| Generally do you have to do a lot of compressing?
I would, obviously, compress the vocals. I would compress the turntables and the sampler because a lot of the times, some of the samples I'm sent are at different levels, so I need them to remain pretty constant.
Any other effects on the FOH?
I'm using a [Eventide] 3000SE on Chester and Mike on the Micro Pitch Shift program, which is like plus or minus 9 [cents] and I think there is maybe a 10 ms delay on the left, and 25 on the right. It's very subtle, it gives it a little more thickness, spreads the vocal out just a little bit.
At most venues are you mixing in stereo?
Obviously some of the clubs probably aren't, but like Ozzfest, that was definitely stereo.
In stereo mixing situations, how do you pan the drums?
The first tom will be at like 3 o'clock, the second tom is at noon and the floor tom will be at like 9 o'clock. Overheads are generally 10 o'clock and 2 o'clock, the high hat maybe off a little bit, like 1:30 or 2 o'clock.
So the stereo image matches how the kit is set up from the audience perspective?
That's the way they're hearing it. I tend not to spread the overheads out too much because it just sounds weird to me when you hit the cymbal and it's way off in the left or right.
What sort of material is coming out of the sampler?
There's some percussive stuff, because the drummer runs an [Alesis] DM5, I think that's just a trigger and the sounds just come out of the sampler.
Any real interesting train wrecks to report?
At the Jones Beach show, the sampler went down, and I believe the click comes from the sampler.
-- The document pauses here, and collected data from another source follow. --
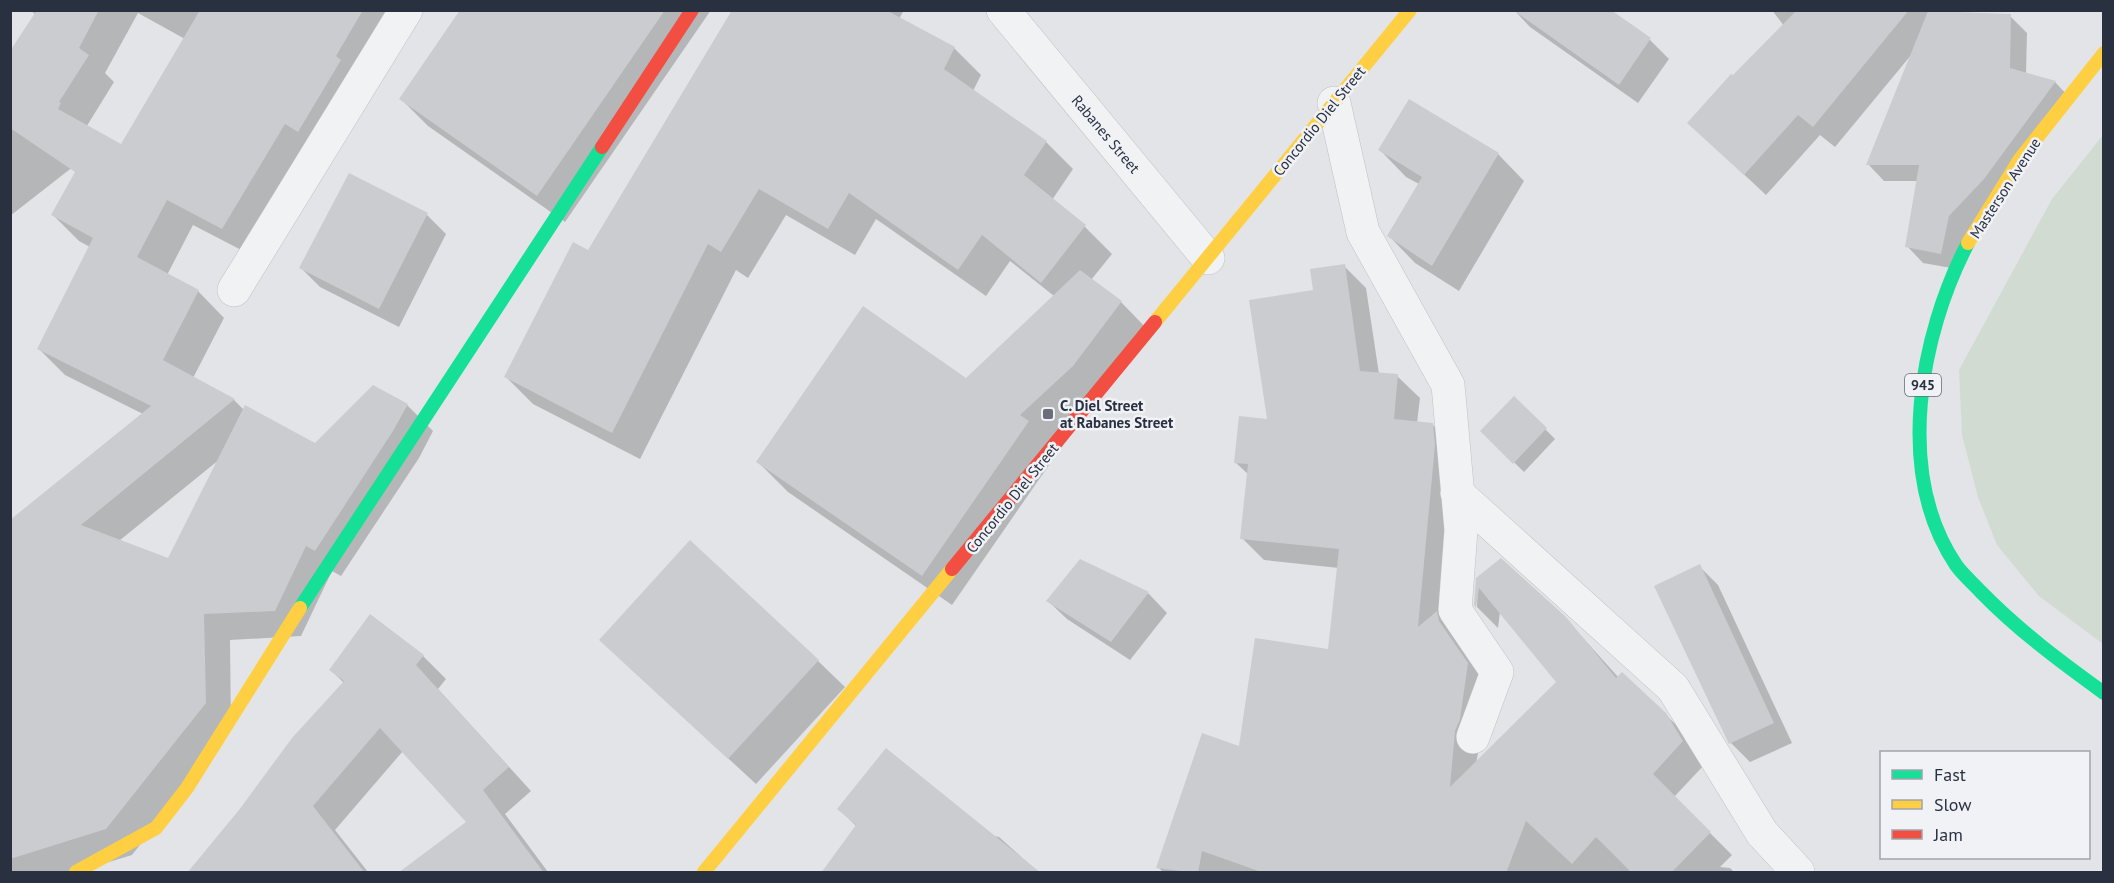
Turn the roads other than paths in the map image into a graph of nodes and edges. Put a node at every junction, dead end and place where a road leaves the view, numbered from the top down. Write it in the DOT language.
graph roads {
  1 [pos="406,10"];
  2 [pos="692,10"];
  3 [pos="1003,10"];
  4 [pos="1410,10"];
  5 [pos="2103,53"];
  6 [pos="1334,103"];
  7 [pos="1208,258"];
  8 [pos="234,290"];
  9 [pos="1457,493"];
  10 [pos="2103,693"];
  11 [pos="1473,737"];
  12 [pos="76,873"];
  13 [pos="704,873"];
  14 [pos="1798,873"];
  1 -- 8 [label="street"];
  2 -- 12 [label="main road"];
  3 -- 7 [label="street, Rabanes Street"];
  4 -- 6 [label="main road, Concordio Diel Street"];
  5 -- 10 [label="main road, Masterson Avenue / 945"];
  6 -- 7 [label="main road, Concordio Diel Street"];
  6 -- 9 [label="street"];
  7 -- 13 [label="main road, Concordio Diel Street"];
  9 -- 11 [label="street"];
  9 -- 14 [label="street"];
}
And when that happens, the click goes and the sequencer goes and everything kind of falls to shit.
Do you carry a FOH rack?
I haven't yet. Until this tour that we're about to start into, we've been doing pretty much support gigs. We did Ozzfest, we supported the Deftones in Europe and we did a quick headlining run of the States in clubs. So it was pretty much get the club to bring in whatever I need.
Since you aren't traveling with your own setup, what do you have to do during soundcheck? If you're supporting, do you sometimes not get enough time?
Ozzfest was great. We got an hour soundcheck the first day. We were using the Show Console [designed by Showco and Harrison], so everything was stored to disk. Comps and gates are on every strip…. [For] Festival gigs, I give the technicians my input lists and they'll show me where it's coming up, and we get anywhere from 20 minutes to 30 minutes to line check it during changeover, and then away we go. From working with the band I pretty much know where to start as far as gain and EQ and compression. Usually it's dialed in within the first song.
Is the first song of Linkin Park's show usually something that's easy to deal with from the FOH?
Yeah it's pretty straightforward. Again, there's a lot of information coming at me from turntables to sampler, to one guy singing to one guy rapping, but after being with them for 8 or nine months now, [I'm used to it].
Are the guitars mostly tuned down?
I think most of them are drop D. There might be a couple of tunes in C#, but they're all down.